Now flip to the other end of the table. Amazon's stock is up just 1.05% year to date and down roughly 4.4% over the past month. That makes it the clear laggard in a group known for explosive returns. But here's where it gets interesting: that underperformance is precisely what makes the valuation stand out.

Amazon trades at a price-to-sales ratio of just 3.48, by far the lowest in the Magnificent 7. Its EV-to-EBITDA multiple around 15.4 is also near the bottom of the group, sitting alongside Meta Platforms (META). The forward PE near 27 and earnings yield above 3% only add to the contrast. While the rest of Big Tech commands premium valuations, Amazon is priced more like a value play than a growth darling.

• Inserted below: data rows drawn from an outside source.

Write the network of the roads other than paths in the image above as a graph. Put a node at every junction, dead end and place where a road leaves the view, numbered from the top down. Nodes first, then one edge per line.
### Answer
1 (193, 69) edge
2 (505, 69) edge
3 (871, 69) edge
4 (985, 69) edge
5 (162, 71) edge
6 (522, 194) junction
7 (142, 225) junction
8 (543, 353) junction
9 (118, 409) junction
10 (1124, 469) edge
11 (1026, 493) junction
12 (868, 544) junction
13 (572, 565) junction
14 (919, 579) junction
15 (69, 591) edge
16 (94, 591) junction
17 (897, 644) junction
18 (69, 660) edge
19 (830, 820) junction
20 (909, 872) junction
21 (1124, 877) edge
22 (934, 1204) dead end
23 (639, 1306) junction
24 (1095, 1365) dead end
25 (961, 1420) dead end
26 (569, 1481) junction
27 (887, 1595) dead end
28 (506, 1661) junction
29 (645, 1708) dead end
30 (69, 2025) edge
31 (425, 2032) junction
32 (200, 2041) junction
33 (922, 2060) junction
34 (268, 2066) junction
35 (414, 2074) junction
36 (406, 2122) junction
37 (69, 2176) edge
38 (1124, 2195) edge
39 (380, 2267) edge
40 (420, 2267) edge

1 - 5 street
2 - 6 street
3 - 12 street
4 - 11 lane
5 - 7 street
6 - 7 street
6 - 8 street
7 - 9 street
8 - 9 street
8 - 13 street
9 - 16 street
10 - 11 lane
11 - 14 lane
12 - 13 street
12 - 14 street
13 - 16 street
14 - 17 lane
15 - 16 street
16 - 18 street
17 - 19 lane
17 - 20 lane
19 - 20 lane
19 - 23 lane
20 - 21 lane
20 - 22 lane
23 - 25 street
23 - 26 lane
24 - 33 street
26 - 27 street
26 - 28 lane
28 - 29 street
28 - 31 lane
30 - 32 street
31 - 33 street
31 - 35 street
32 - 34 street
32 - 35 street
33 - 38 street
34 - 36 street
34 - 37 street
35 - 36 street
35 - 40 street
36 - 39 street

That's unusual for a company still sitting on massive cloud infrastructure dominance through AWS and one of the most recognizable retail empires on the planet. The market isn't pricing Amazon like it's broken, but it's also not pricing it like it expects much excitement either.

The Takeaway

Alphabet is winning the Magnificent 7 race on basically every front: performance, scale, momentum, and consistency. But in a group where valuations have stretched into nosebleed territory for most names, Amazon now looks like the odd one out—not because it's overpriced, but because it isn't.

While Alphabet wears the crown, Amazon may quietly be the one priced like an actual deal in what's become an increasingly premium club. Whether that reflects caution or opportunity depends on what you think happens next with AI monetization, cloud growth, and whether the market decides laggards deserve a second look.

But for now, the contrast is hard to miss: one stock is sprinting ahead, and the other is trading like it's on sale.